_Brief_
Search the material for lines containing the word "יוחנן", and copy each one.

(Data supplied begins)

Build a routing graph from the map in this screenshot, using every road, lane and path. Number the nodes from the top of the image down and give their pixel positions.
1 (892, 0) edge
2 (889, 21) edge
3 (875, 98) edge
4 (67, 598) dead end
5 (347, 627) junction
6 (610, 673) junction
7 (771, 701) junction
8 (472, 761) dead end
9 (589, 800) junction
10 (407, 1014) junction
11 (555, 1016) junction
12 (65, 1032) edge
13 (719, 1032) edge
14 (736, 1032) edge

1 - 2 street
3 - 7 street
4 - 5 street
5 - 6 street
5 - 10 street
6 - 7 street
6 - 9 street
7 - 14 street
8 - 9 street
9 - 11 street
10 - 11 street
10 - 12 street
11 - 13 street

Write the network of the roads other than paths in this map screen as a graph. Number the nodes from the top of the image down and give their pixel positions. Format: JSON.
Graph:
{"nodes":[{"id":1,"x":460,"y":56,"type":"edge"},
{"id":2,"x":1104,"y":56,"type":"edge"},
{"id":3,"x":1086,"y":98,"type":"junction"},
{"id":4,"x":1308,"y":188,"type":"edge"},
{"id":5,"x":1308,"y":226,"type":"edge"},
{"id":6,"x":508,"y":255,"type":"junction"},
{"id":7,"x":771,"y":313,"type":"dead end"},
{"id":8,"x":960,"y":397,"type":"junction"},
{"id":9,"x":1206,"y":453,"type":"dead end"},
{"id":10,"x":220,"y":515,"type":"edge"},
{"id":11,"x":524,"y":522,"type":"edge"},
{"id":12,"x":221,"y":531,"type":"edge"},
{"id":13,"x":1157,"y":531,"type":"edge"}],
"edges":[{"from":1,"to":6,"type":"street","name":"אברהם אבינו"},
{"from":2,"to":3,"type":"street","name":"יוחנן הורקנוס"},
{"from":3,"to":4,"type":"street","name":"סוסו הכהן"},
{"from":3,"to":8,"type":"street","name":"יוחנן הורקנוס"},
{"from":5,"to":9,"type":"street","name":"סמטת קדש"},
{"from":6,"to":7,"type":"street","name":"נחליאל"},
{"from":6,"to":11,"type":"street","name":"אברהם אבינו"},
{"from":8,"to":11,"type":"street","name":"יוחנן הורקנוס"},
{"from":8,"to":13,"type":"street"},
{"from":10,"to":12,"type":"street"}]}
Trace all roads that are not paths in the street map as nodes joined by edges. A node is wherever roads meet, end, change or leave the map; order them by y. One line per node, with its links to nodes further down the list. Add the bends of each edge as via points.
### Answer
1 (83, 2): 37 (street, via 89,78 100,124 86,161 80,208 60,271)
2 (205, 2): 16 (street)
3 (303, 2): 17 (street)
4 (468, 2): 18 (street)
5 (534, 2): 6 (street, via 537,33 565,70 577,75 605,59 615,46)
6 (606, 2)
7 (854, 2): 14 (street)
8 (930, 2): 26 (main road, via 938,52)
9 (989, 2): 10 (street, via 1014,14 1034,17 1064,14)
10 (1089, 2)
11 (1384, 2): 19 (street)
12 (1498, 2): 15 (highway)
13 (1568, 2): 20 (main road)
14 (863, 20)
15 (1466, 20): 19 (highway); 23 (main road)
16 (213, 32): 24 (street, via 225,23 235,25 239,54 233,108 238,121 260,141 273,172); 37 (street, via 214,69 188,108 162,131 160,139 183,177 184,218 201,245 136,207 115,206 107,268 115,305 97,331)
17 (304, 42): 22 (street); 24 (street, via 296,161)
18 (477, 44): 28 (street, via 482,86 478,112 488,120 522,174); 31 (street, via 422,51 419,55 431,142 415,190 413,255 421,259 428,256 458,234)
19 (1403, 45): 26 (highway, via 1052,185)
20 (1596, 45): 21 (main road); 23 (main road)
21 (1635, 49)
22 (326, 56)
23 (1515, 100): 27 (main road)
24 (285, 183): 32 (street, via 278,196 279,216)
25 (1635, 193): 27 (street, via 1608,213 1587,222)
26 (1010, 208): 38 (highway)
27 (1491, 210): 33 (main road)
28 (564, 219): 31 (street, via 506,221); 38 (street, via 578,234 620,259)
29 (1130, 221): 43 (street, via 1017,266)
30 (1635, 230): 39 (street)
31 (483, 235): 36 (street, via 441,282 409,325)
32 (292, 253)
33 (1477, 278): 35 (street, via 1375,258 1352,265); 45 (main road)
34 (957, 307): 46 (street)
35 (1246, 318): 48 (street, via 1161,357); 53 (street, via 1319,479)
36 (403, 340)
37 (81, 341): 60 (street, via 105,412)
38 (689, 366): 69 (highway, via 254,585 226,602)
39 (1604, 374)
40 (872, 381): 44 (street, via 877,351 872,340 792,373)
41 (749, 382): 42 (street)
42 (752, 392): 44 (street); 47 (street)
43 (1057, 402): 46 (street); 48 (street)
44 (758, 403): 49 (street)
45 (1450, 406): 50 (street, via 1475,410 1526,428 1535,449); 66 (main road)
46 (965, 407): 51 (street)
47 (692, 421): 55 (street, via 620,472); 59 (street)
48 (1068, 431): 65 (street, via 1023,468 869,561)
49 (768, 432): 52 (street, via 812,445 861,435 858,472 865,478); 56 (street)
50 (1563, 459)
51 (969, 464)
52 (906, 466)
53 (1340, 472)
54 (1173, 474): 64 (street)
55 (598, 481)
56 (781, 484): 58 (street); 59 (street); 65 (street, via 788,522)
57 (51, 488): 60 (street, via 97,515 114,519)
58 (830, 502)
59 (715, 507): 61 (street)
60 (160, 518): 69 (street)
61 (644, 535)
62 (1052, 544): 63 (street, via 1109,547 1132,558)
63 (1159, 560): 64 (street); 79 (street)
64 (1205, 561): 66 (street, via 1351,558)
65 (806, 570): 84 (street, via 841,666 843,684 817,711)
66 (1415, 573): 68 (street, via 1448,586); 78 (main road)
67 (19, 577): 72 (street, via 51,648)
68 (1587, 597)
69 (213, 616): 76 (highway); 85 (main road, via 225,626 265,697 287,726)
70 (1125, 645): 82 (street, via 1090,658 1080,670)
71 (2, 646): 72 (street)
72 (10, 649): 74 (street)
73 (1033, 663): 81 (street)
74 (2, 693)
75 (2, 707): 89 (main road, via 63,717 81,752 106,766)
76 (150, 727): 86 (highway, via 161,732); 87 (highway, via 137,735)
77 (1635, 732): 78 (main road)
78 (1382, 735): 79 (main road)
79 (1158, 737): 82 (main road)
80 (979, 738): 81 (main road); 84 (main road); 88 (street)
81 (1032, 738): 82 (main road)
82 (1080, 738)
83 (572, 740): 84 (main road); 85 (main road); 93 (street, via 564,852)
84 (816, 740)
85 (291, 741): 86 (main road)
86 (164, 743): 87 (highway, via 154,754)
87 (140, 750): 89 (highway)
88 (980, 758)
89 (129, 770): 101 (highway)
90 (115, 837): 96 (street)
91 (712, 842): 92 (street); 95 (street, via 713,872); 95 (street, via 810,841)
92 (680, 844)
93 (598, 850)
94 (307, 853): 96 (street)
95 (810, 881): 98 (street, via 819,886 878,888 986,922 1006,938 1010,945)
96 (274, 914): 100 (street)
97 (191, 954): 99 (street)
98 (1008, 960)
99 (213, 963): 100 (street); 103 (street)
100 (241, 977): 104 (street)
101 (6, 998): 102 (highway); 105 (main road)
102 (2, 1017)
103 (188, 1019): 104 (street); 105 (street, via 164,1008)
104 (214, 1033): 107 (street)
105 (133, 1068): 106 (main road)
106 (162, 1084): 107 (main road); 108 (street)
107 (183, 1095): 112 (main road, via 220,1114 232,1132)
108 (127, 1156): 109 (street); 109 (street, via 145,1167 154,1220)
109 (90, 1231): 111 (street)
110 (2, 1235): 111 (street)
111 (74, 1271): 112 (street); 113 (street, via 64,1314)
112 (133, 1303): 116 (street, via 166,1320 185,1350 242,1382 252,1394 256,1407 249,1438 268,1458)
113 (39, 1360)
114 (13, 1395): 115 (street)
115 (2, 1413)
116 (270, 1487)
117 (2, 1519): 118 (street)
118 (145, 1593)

(Data supplied ends)

_Output of the task_
{"from":2,"to":3,"type":"street","name":"יוחנן הורקנוס"},
{"from":3,"to":8,"type":"street","name":"יוחנן הורקנוס"},
{"from":8,"to":11,"type":"street","name":"יוחנן הורקנוס"},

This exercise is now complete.